Increased LTE Spending Builds Bridge to 5G Communications

Oct. 21, 2015
Many wireless operators are in the process of upgrading their LTE networks and infrastructure to keep up with the rapidly growing demand for wireless data.

In pursuit of higher-capacity and higher-throughput signals, wireless operators have firmly established Long-Term-Evolution (LTE) networks in the United States. With the majority of mobile subscribers using these networks, operators are in the process of upgrading their LTE infrastructure to keep up with the rapidly growing demand for wireless data. According to a recent report from iGR Wireless Research, spending on LTE technology will continue its meteoric rise through 2020. 

The report, which evaluated wireless operators throughout the United States, anticipates that about $212 billion will be spent on installing and operating LTE networks over the next five years. According to Iain Gillot, iGR president, “[This] expenditure will include both building and operating LTE networks, networks that will increasingly be densified with metrocells, remote radio heads, and distributed antenna systems."

To support additional LTE capacity, wireless operators have started to recycle spectrum previously used for 2G and 3G communications. Two years ago, AT&T began refarming 2G spectrum in the 1,900 MHz PCS band to be replaced with LTE signals. More recently, operators have begun to focus their attention on reusing the 1,800 MHz spectrum. In addition to these recycling programs, operators are still acquiring spectrum through federal auctions and private transactions. For instance, the Federal Communications Commission (FCC) has scheduled an auction early next year for 600 MHz television broadcast spectrum, which is expected to earn in the region of $60 billion.

The 3G Partnership Project (3GPP) is currently working toward the Release 13 version of the LTE standard.
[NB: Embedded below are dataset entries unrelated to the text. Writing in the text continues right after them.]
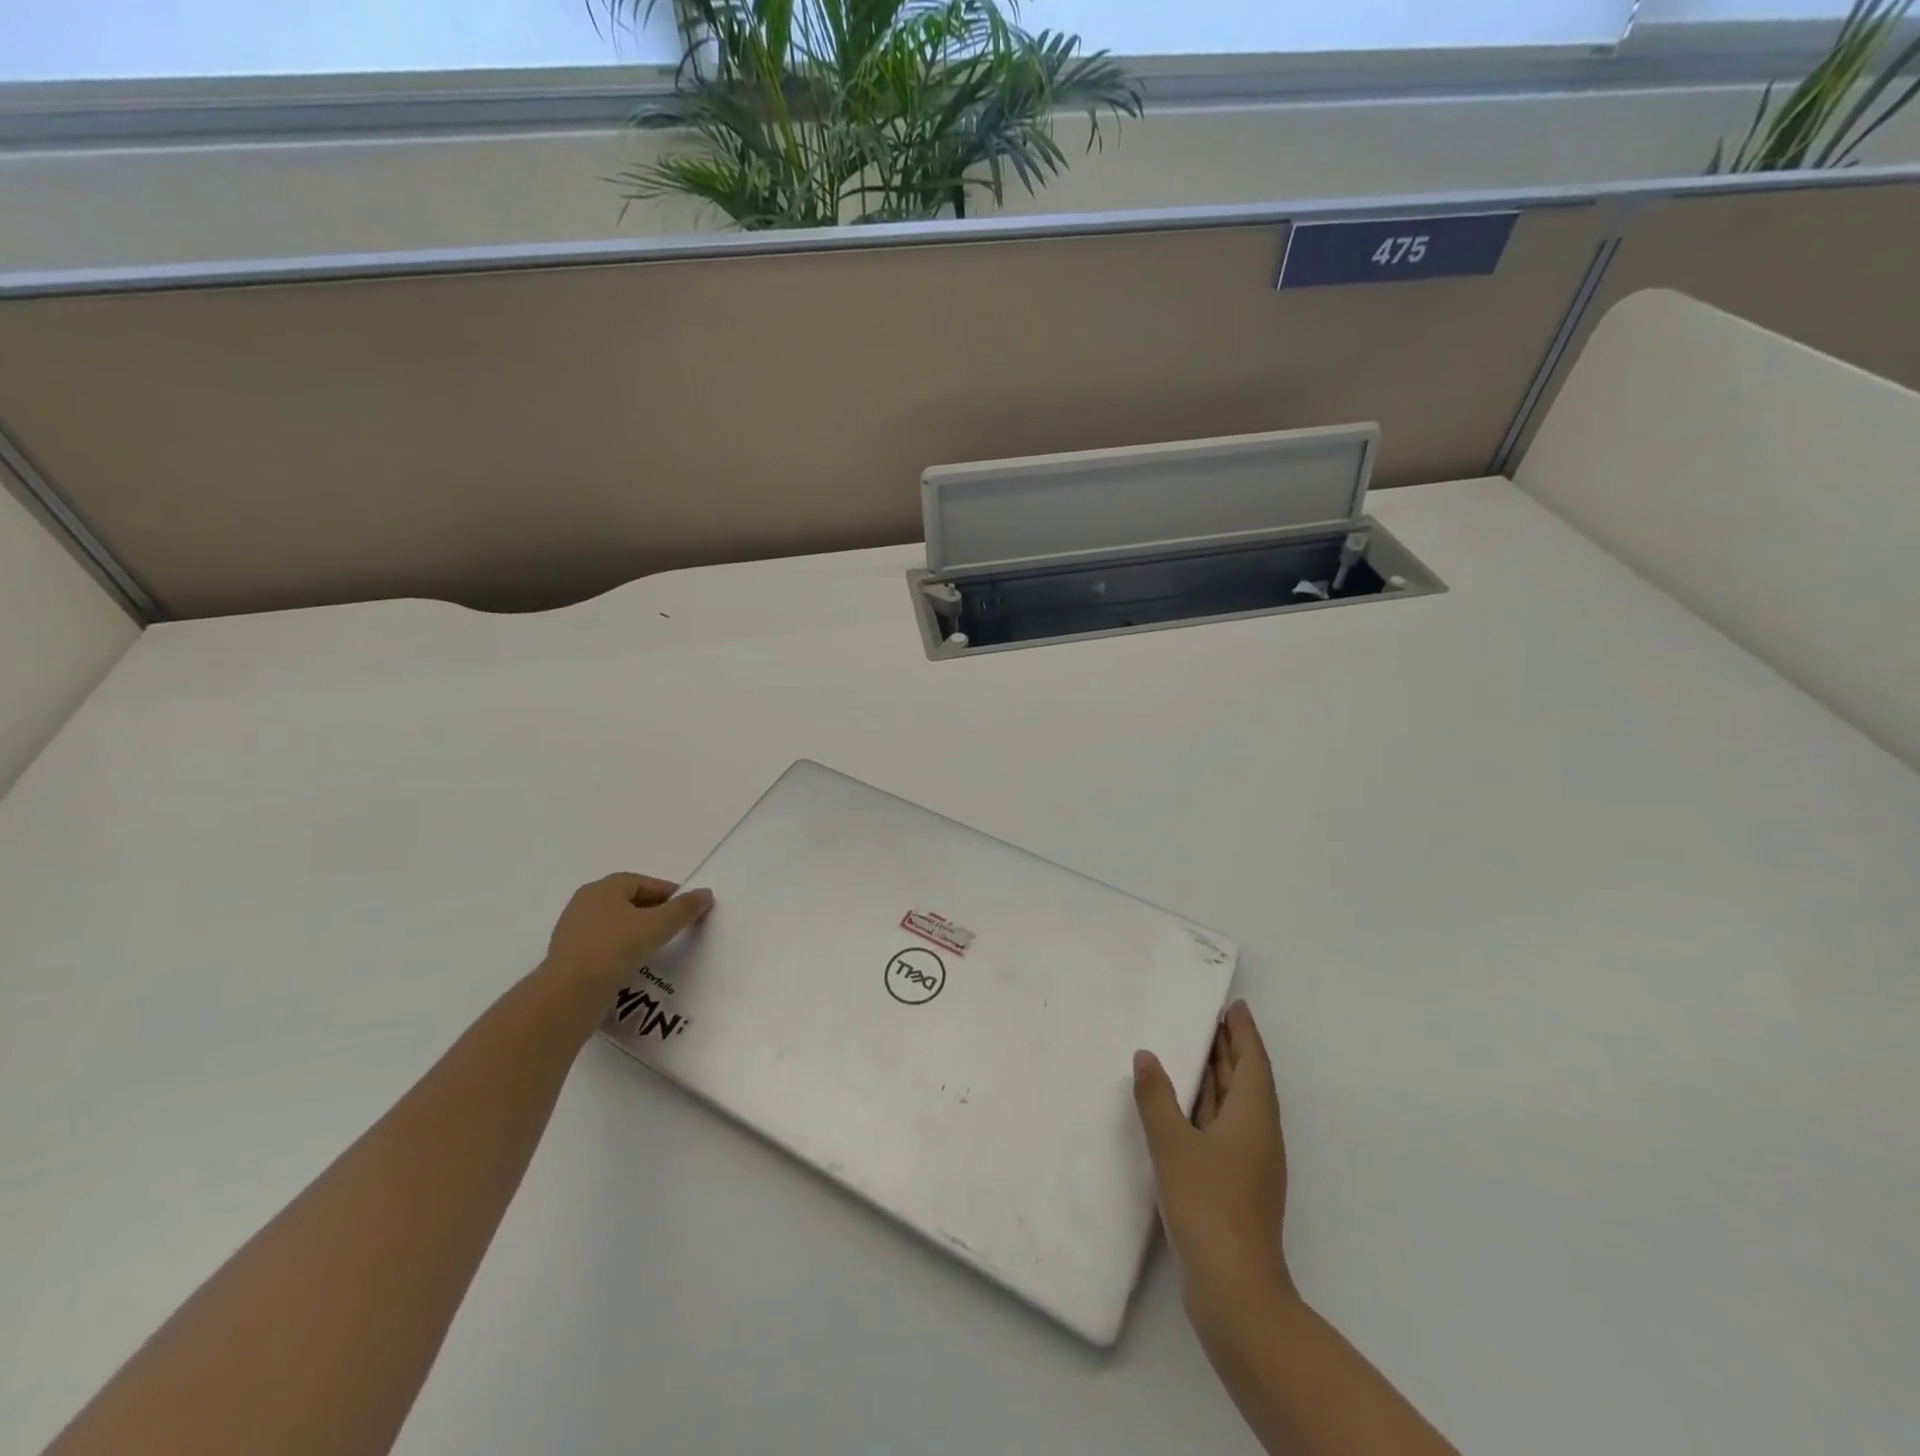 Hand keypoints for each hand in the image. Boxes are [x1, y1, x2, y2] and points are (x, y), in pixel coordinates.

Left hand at [544, 873, 713, 992]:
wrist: (569, 994)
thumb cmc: (616, 948)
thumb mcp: (659, 925)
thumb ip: (684, 908)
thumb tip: (706, 893)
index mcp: (605, 887)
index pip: (646, 883)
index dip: (671, 895)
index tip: (689, 911)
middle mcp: (585, 902)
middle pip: (629, 902)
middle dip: (654, 913)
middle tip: (675, 929)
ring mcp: (573, 930)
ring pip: (615, 925)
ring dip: (637, 933)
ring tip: (657, 949)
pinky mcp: (568, 956)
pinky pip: (603, 946)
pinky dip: (620, 951)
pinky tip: (633, 966)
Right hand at [1133, 1000, 1294, 1316]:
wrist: (1236, 1290)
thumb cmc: (1208, 1205)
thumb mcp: (1173, 1144)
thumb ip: (1156, 1097)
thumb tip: (1146, 1056)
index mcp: (1253, 1116)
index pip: (1252, 1060)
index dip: (1243, 1031)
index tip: (1232, 1005)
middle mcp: (1258, 1133)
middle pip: (1246, 1079)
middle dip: (1230, 1048)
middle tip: (1207, 1018)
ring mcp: (1250, 1161)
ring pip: (1235, 1104)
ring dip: (1218, 1076)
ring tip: (1193, 1050)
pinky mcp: (1237, 1184)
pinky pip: (1224, 1126)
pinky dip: (1208, 1106)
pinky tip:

The widespread appeal of LTE technology can largely be attributed to its ability to navigate heterogeneous network (HetNet) infrastructure—a patchwork quilt of network coverage that uses a multitude of access technologies. The LTE-Advanced (LTE-A) standard, for instance, is designed with enhanced inter-cell resource and interference coordination (eICIC) and terminal receivers with interference cancellation (IC), which together allow wireless operators to deploy small cells and macrocells over the same channel.

These features are growing increasingly important, as macrocells are slowly losing support to strategically deployed small cells and other access points. According to a recent report from SNS Research, macrocell alternatives will account for over 80% of all mobile broadband traffic by 2020.

The iGR report predicts that subsequent versions of the LTE standard will serve as the bridge to 5G wireless networks. Many analysts predict that LTE-A features, such as carrier aggregation and LTE in the unlicensed spectrum (LTE-U), which are being deployed in the latest smartphones, will eventually be incorporated in 5G technologies. That the iGR report stretches through 2020 is also significant, because that is when the first commercial 5G wireless networks are expected to be introduced.

Watch this video from the 3GPP for a brief description of the upcoming Release 13 and the organization's timeline for 5G technology, courtesy of EngineeringTV:

While iGR expects the overall cost of operating LTE networks to increase, the operating costs per gigabyte will actually decline, thanks to more efficient core networks. This is largely due to the shift toward more efficient fronthaul and backhaul, such as virtualized radio access network (vRAN) and Cloud-RAN (C-RAN) technologies. The C-RAN concept, for instance, connects a large number of distributed radio receivers to a centralized baseband unit (BBU) pool, providing high-bandwidth and low-latency communications.

Several LTE-A features in the early stages of deployment and testing are expected to have a significant role in 5G communications, according to the 4G Americas, a standards group that supports LTE evolution. These include eICIC capabilities; self-organizing network (SON) functions; and coordinated multi-point (CoMP) transmission, for improving data rates and lowering latency at the network edge.

The research into advanced 4G LTE functions provides a glimpse into the nature of 5G communications. “If 5G is in its research stage now in terms of radio,” explains Phil Twist, vice president of networks marketing at Nokia, talking about the LTE standard, “it is well beyond the research phase in terms of the network architecture and how you would need to build networks."